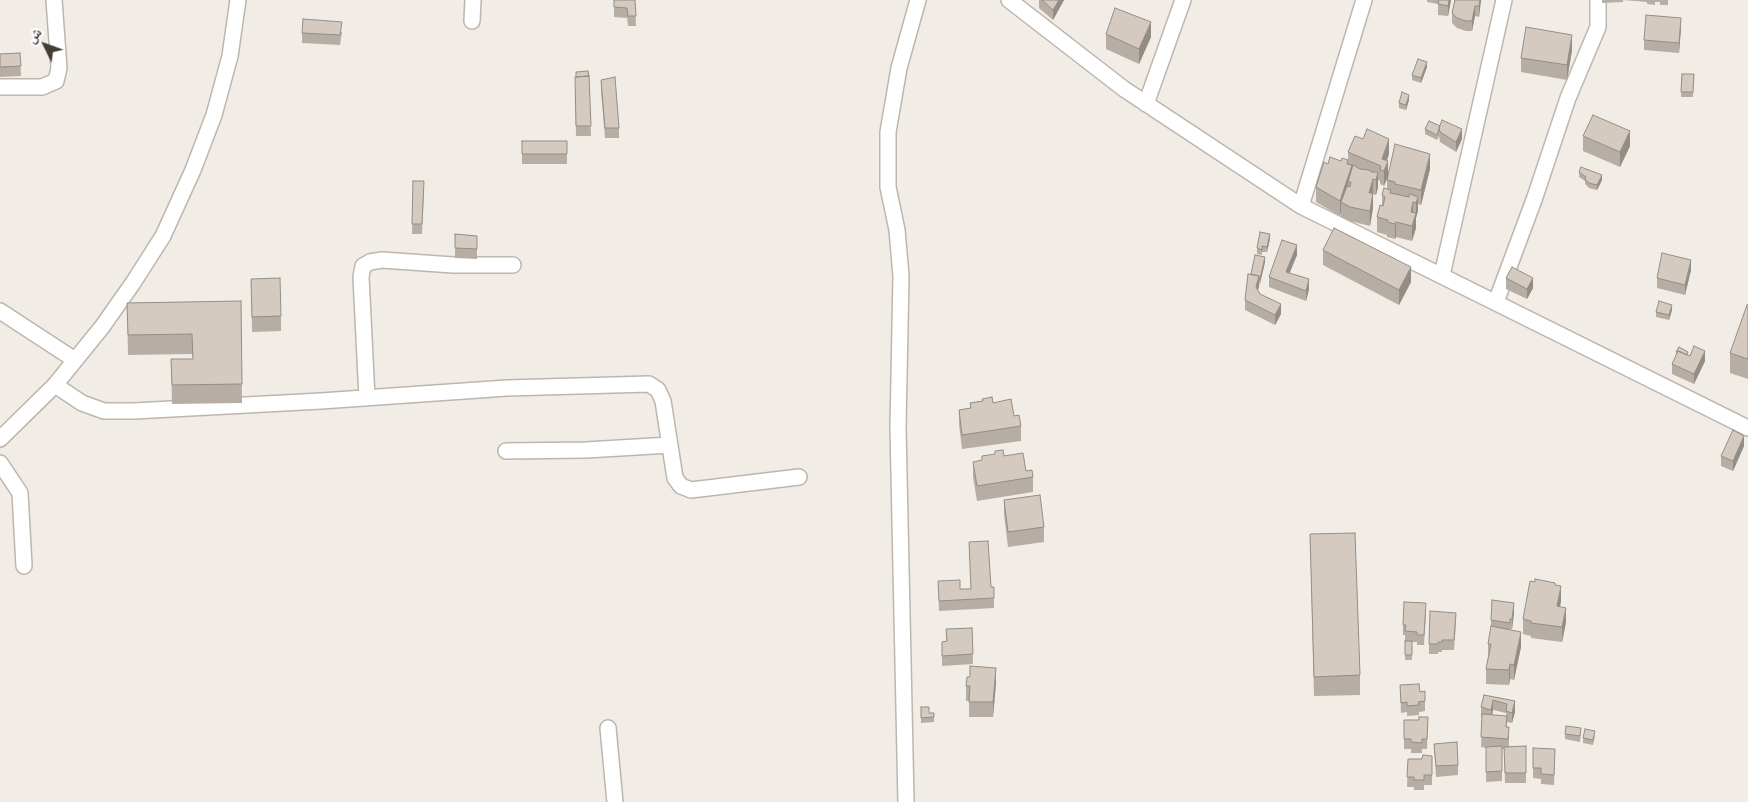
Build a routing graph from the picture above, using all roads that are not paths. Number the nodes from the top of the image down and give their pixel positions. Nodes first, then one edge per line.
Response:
1 (54, 0) edge
2 (238, 0) edge
3 (472, 0) edge
4 (918, 0) edge
5 (1009, 0) edge
6 (1183, 0) edge
7 (1364, 0) edge
8 (1504, 0) edge
9 (1598, 0) edge
10 (472, 21) dead end
11 (0, 87) edge
12 (1146, 104) junction
13 (1301, 206) junction
14 (513, 265) dead end
15 (1442, 275) junction
16 (1496, 302) junction
17 (0, 311) edge
18 (75, 360) junction
19 (55, 385) junction
20 (367, 398) junction
21 (1748, 428) edge
22 (0, 439) edge
23 (670, 445) junction
24 (506, 451) dead end
25 (0, 463) edge
26 (799, 477) dead end
27 (24, 566) dead end
28 (608, 728) dead end
29 (615, 802) edge
30 (906, 802) edge

1 - 11 street
2 - 18 street
3 - 10 street
4 - 30 street
5 - 12 street
6 - 12 street
7 - 13 street
8 - 15 street
9 - 16 street
12 - 13 street
13 - 15 street
14 - 20 street
15 - 16 street
16 - 21 street
17 - 18 street
18 - 19 street
19 - 20 street
19 - 22 street
20 - 23 street
23 - 24 street
23 - 26 street
25 - 27 street
28 - 29 street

» **What to do**: Copy the listing exactly. No images belong in the copy.

» **Result of the task**:
Build a routing graph from the picture above, using all roads that are not paths. Number the nodes from the top of the image down and give their pixel positions. Nodes first, then one edge per line.
Response:
1 (54, 0) edge
2 (238, 0) edge
3 (472, 0) edge
4 (918, 0) edge
5 (1009, 0) edge
6 (1183, 0) edge
7 (1364, 0) edge
8 (1504, 0) edge
9 (1598, 0) edge
10 (472, 21) dead end
11 (0, 87) edge
12 (1146, 104) junction
13 (1301, 206) junction
14 (513, 265) dead end
15 (1442, 275) junction
16 (1496, 302) junction
17 (0, 311) edge
18 (75, 360) junction
19 (55, 385) junction
20 (367, 398) junction
21 (1748, 428) edge
22 (0, 439) edge
23 (670, 445) junction
24 (506, 451) dead end
25 (0, 463) edge
26 (799, 477) dead end
27 (24, 566) dead end
28 (608, 728) dead end
29 (615, 802) edge
30 (906, 802) edge

1 - 11 street
2 - 18 street
3 - 10 street
4 - 30 street
5 - 12 street
6 - 12 street
7 - 13 street
8 - 15 street
9 - 16 street
12 - 13 street
13 - 15 street
14 - 20 street
15 - 16 street
16 - 21 street
17 - 18 street
18 - 19 street
19 - 20 street
19 - 22 street
20 - 23 street
23 - 24 street
23 - 26 street
25 - 27 street
28 - 29 street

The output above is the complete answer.